Just joking, congratulations saving a piece of history.
 
Good to see it working. Amazing that it’s work so long. Keep it going.
 
If the drive is 25 years old, it’s likely USB 1 speed, which is 12 megabits per second. FYI the chips in a flash drive DO wear out. The warranty on the Sandisk Cruzer is 2 years. I would trash the drive, or you will loose data.
 
It's not the money, but same as easysurfer, I would want to know why the doggone thing works on Linux and not Windows (before I threw it out).

The enquiring mind simply wants to know.
 
I'm glad to see you figured out how to get it operational again, however, will you trust storing anything on it now?
 
The very first flash drive I ever bought about some 25 or so years ago stopped working on Windows...

When I bought, is 256MB (that's MB, not GB) in size and costed about $65 at Best Buy when purchased. That was then :popcorn:.

You are a big spender. I lost my first flash drive long ago. Don't remember when I bought it, what size it was, how much it cost, what it looked like.

But I doubt that it was 256MB. Maybe 16MB or 32MB.

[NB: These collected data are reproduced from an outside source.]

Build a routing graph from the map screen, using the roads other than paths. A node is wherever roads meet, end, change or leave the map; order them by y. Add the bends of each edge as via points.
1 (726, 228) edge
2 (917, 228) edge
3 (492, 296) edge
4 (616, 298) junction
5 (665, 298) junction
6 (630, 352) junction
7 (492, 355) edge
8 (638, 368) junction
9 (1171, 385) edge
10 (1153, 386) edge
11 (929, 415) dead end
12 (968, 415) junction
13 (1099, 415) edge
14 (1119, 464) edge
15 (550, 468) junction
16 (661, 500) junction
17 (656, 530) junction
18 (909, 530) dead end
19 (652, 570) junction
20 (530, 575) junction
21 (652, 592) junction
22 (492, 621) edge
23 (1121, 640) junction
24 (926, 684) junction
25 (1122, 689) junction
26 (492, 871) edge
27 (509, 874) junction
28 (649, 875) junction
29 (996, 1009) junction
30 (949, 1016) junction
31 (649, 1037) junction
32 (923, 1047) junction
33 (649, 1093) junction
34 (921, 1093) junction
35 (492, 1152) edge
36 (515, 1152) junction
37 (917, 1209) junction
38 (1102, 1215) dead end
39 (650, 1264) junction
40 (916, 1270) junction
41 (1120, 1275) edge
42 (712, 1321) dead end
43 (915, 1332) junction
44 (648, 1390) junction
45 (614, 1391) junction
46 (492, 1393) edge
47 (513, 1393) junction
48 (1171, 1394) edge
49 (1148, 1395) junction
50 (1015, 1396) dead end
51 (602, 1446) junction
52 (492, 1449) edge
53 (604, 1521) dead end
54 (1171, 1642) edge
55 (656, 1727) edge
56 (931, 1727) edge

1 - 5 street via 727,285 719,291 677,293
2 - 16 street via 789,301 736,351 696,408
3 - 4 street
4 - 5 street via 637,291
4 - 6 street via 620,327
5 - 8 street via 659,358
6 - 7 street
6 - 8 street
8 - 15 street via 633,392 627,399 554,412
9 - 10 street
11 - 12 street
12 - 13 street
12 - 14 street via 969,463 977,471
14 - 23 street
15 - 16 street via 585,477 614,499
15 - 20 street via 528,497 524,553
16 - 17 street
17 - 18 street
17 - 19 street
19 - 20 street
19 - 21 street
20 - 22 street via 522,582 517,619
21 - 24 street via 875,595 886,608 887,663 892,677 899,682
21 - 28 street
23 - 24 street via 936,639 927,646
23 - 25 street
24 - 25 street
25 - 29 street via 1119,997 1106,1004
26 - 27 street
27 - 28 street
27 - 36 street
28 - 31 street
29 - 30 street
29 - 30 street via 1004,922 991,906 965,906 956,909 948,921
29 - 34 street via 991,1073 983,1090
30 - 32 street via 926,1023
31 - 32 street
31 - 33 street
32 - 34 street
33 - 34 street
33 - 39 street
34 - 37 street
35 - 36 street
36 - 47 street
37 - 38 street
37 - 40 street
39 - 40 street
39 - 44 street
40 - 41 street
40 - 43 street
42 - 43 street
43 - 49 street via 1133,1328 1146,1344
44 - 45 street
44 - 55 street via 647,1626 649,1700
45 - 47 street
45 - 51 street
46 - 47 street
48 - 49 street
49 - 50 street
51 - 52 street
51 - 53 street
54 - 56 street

Back then, anything that stored a few floppies worth was big. I was still using 100MB IOmega ZIP drive. Anyone remembers that? I still have it upstairs somewhere.
 
It's not the money, but same as easysurfer, I would want to know why the doggone thing works on Linux and not Windows (before I threw it out).

The enquiring mind simply wants to know.

I hear ya!

Unfortunately, looks like I celebrated too soon.

After a low level format, the thumbdrive seemed to work. I reformatted it, and even copied a file onto the drive.

Shortly after more poking around, now it's not recognized again. Trying to run the same low level formatting program again, the programs wants me to cough up money to buy the upgraded version which isn't going to happen :cool:.

Looks like the drive is back in the ICU.
 
No ICU. The morgue. :LOL:

I think the chip has worn out beyond repair. The error is intermittent, and as QS said, you can't trust it now.

PS. The low-level formatter may identify the bad spots and mark them as unusable. However, more and more sectors will turn bad. The drive is now just a souvenir.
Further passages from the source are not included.